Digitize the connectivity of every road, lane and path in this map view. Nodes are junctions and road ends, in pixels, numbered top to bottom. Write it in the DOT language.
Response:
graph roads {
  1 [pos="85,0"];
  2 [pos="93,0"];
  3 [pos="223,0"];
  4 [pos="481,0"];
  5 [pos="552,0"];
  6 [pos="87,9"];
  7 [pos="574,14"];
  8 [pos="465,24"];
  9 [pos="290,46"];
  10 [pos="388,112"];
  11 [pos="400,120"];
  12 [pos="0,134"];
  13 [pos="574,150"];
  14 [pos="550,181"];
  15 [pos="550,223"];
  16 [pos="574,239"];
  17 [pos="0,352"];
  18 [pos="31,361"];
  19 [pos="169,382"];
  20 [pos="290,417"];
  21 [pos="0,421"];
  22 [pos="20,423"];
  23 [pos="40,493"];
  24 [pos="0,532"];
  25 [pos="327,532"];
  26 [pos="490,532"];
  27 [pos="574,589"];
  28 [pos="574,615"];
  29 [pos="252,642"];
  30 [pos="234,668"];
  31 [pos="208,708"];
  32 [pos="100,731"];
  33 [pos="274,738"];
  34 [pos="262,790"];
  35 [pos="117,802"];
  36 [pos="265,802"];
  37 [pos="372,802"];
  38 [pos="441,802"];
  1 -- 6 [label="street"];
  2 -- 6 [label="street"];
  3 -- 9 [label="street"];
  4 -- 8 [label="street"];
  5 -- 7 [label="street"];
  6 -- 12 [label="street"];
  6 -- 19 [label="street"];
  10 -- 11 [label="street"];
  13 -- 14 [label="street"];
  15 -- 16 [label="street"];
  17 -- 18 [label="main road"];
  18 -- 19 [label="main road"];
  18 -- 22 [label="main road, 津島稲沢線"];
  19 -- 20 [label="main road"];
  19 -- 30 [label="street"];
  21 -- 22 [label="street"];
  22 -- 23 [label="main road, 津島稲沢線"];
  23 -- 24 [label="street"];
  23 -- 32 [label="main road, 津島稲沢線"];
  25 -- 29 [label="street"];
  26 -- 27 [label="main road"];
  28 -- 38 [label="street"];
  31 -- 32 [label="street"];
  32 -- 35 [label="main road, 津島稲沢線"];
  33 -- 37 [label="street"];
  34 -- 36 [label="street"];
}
_ _ _ _
**Goal of the exercise**
Every word of every entry must be returned as it appears.

**Response for this exercise**
Digitize the connectivity of every road, lane and path in this map view. Nodes are junctions and road ends, in pixels, numbered top to bottom. Write it in the DOT language.
Response:
graph roads {
  1 [pos="85,0"];
  2 [pos="93,0"];
  3 [pos="223,0"];
  4 [pos="481,0"];
  5 [pos="552,0"];
  6 [pos="87,9"];
  7 [pos="574,14"];
  8 [pos="465,24"];
  9 [pos="290,46"];
  10 [pos="388,112"];
  11 [pos="400,120"];
  12 [pos="0,134"];
  13 [pos="574,150"];
  14 [pos="550,181"];
  15 [pos="550,223"];
  16 [pos="574,239"];
  17 [pos="0,352"];
  18 [pos="31,361"];
  19 [pos="169,382"];
  20 [pos="290,417"];
  21 [pos="0,421"];
  22 [pos="20,423"];
  23 [pos="40,493"];
  24 [pos="0,532"];
  25 [pos="327,532"];
  26 [pos="490,532"];
  27 [pos="574,589"];
  28 [pos="574,615"];
  29 [pos="252,642"];
  30 [pos="234,668"];
  31 [pos="208,708"];
  32 [pos="100,731"];
  33 [pos="274,738"];
  34 [pos="262,790"];
  35 [pos="117,802"];
  36 [pos="265,802"];
  37 [pos="372,802"];
  38 [pos="441,802"];
  1 -- 6 [label="street"];
  2 -- 6 [label="street"];
  3 -- 9 [label="street"];
  4 -- 8 [label="street"];
  5 -- 7 [label="street"];
  6 -- 12 [label="street"];
  6 -- 19 [label="street"];
  10 -- 11 [label="street"];
  13 -- 14 [label="street"];
  15 -- 16 [label="street"];
  17 -- 18 [label="main road"];
  18 -- 19 [label="main road"];
  18 -- 22 [label="main road, 津島稲沢線"];
  19 -- 20 [label="main road"];
  19 -- 30 [label="street"];
  21 -- 22 [label="street"];
  22 -- 23 [label="main road, 津島稲沢線"];
  23 -- 24 [label="street"];
  23 -- 32 [label="main road, 津島稲沢線"];
  25 -- 29 [label="street"];
  26 -- 27 [label="main road"];
  28 -- 38 [label="street"];
  31 -- 32 [label="street"];
  32 -- 35 [label="main road, 津島稲沢線"];
  33 -- 37 [label="street"];
  34 -- 36 [label="street"];
}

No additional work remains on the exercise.